**Brief:** Please report every line in the entries that contains the string "main".

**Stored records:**
====

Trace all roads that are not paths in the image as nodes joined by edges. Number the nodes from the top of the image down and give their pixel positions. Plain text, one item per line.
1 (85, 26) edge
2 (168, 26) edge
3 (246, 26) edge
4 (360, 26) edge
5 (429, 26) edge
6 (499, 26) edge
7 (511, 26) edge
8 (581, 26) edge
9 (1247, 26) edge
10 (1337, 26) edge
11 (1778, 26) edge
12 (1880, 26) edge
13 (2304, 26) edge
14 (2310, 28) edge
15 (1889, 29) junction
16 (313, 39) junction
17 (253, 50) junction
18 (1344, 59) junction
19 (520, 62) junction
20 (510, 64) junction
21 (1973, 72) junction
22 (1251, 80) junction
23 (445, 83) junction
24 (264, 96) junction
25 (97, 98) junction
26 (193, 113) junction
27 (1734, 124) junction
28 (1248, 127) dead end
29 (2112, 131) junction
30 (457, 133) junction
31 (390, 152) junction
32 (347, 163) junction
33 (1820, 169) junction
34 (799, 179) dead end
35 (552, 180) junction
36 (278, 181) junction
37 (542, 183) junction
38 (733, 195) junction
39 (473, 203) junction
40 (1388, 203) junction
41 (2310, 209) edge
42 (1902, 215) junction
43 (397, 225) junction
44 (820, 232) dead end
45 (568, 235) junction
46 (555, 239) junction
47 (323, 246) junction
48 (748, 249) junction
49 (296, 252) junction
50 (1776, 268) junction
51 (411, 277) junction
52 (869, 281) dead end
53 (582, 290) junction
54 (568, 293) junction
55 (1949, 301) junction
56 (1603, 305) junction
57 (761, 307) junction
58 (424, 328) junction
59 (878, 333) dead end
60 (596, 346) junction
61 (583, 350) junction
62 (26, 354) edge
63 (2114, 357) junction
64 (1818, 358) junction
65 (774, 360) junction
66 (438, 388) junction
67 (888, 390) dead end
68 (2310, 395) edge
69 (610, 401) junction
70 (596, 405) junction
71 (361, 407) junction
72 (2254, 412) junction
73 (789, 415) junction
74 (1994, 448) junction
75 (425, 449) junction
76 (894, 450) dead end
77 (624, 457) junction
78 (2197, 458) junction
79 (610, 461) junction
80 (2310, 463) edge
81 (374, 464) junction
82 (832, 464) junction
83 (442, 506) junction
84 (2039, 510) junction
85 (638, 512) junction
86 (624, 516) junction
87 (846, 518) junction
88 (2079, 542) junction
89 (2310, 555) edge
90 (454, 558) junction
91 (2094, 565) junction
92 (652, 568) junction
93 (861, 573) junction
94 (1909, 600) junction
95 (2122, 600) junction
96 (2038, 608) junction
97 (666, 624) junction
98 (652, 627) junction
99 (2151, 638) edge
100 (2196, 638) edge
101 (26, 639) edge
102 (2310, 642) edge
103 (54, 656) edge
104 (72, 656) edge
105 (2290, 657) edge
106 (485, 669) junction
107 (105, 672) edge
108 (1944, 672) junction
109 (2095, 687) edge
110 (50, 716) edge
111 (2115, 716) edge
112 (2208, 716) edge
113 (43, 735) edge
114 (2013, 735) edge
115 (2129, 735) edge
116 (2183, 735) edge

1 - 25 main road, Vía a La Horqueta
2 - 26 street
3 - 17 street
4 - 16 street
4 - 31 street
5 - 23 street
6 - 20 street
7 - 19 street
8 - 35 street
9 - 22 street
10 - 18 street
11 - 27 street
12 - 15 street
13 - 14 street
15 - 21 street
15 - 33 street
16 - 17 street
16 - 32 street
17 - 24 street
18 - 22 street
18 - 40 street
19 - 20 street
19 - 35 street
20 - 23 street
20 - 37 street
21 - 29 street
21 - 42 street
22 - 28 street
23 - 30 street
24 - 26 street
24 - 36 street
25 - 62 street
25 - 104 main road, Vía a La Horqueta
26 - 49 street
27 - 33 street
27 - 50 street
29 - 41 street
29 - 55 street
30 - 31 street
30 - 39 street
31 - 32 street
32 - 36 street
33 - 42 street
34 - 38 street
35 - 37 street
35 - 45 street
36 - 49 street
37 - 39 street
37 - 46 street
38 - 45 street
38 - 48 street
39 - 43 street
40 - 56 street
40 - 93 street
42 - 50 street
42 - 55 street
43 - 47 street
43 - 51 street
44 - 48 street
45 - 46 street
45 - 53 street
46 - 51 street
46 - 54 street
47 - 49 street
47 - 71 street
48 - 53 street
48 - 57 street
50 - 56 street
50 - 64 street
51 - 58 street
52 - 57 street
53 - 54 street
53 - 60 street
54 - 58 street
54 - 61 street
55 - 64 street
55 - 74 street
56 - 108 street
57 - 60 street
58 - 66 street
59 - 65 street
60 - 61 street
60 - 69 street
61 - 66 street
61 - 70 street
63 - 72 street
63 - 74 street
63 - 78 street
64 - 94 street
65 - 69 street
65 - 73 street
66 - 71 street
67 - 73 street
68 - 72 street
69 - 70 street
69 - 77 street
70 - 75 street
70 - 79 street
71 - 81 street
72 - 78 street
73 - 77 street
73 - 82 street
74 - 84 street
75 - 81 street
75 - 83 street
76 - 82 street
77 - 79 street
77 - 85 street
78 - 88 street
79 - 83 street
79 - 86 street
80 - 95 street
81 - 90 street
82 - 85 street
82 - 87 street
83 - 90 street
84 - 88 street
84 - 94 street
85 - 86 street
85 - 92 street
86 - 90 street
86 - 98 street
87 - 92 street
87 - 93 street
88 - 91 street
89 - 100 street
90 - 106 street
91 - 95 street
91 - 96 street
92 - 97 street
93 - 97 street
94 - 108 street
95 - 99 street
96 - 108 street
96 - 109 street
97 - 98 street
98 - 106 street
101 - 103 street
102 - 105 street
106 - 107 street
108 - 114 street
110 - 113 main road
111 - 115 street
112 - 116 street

====

**Finished task:**
1 - 25 main road, Vía a La Horqueta
25 - 104 main road, Vía a La Horqueta
110 - 113 main road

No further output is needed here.